Supplied information:
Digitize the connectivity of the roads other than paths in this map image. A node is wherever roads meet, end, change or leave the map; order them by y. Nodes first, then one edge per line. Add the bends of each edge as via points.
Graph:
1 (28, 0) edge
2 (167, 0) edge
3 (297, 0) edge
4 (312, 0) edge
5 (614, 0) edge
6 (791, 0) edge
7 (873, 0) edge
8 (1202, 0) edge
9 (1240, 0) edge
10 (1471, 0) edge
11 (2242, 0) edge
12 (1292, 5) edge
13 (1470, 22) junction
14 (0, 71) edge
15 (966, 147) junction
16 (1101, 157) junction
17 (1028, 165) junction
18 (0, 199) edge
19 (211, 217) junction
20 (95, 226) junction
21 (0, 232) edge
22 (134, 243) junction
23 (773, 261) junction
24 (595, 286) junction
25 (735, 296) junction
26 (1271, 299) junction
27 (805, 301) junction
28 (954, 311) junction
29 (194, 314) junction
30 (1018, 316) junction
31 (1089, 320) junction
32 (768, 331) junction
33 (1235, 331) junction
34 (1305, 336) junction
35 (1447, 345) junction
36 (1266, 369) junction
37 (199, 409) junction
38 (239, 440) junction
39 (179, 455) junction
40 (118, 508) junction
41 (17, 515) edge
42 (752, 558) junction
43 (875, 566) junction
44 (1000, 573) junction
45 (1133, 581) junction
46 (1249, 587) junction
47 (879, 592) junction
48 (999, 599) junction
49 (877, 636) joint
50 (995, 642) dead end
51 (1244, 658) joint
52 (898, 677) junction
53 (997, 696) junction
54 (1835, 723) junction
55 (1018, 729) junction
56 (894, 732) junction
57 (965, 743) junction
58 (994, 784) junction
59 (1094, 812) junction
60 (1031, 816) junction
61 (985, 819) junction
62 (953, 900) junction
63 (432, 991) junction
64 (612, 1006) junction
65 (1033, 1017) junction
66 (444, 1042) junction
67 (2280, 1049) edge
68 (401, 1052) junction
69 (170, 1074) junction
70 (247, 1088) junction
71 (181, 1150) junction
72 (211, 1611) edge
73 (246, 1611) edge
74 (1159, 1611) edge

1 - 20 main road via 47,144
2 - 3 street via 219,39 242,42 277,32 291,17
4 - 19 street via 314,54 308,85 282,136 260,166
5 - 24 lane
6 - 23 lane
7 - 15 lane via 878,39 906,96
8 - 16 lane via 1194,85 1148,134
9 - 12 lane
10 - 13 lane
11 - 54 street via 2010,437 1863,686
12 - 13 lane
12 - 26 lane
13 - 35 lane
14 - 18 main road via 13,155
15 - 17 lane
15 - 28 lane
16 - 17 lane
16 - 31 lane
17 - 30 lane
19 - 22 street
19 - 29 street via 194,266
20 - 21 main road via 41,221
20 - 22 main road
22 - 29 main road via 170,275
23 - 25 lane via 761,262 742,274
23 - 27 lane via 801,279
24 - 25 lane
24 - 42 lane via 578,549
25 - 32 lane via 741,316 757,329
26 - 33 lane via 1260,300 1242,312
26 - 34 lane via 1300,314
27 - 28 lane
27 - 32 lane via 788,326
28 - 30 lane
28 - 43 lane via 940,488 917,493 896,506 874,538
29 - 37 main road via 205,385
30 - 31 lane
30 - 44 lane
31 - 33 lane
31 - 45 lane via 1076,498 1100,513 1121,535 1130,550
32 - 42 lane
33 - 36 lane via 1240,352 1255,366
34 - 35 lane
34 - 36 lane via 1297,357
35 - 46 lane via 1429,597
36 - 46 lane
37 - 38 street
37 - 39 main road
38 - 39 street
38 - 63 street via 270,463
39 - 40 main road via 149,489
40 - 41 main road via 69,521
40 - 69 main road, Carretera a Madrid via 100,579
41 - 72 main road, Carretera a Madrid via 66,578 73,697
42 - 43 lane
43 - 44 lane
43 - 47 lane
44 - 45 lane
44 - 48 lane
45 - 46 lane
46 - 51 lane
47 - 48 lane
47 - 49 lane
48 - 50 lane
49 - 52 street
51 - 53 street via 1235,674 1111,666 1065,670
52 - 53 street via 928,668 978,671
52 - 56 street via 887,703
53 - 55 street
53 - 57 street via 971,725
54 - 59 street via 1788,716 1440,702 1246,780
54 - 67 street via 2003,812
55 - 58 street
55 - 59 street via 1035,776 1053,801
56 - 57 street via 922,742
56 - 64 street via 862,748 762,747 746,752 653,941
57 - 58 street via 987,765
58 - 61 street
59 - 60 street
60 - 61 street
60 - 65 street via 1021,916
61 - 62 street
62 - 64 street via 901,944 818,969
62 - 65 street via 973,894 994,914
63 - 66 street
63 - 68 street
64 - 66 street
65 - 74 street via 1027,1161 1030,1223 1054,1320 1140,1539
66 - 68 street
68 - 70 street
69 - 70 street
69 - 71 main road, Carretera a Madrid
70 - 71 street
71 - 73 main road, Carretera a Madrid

Assigned task: Whenever a line of the data above includes the word "Madrid", copy that line.

Exercise result:
40 - 69 main road, Carretera a Madrid via 100,579
41 - 72 main road, Carretera a Madrid via 66,578 73,697
69 - 71 main road, Carretera a Madrid
71 - 73 main road, Carretera a Madrid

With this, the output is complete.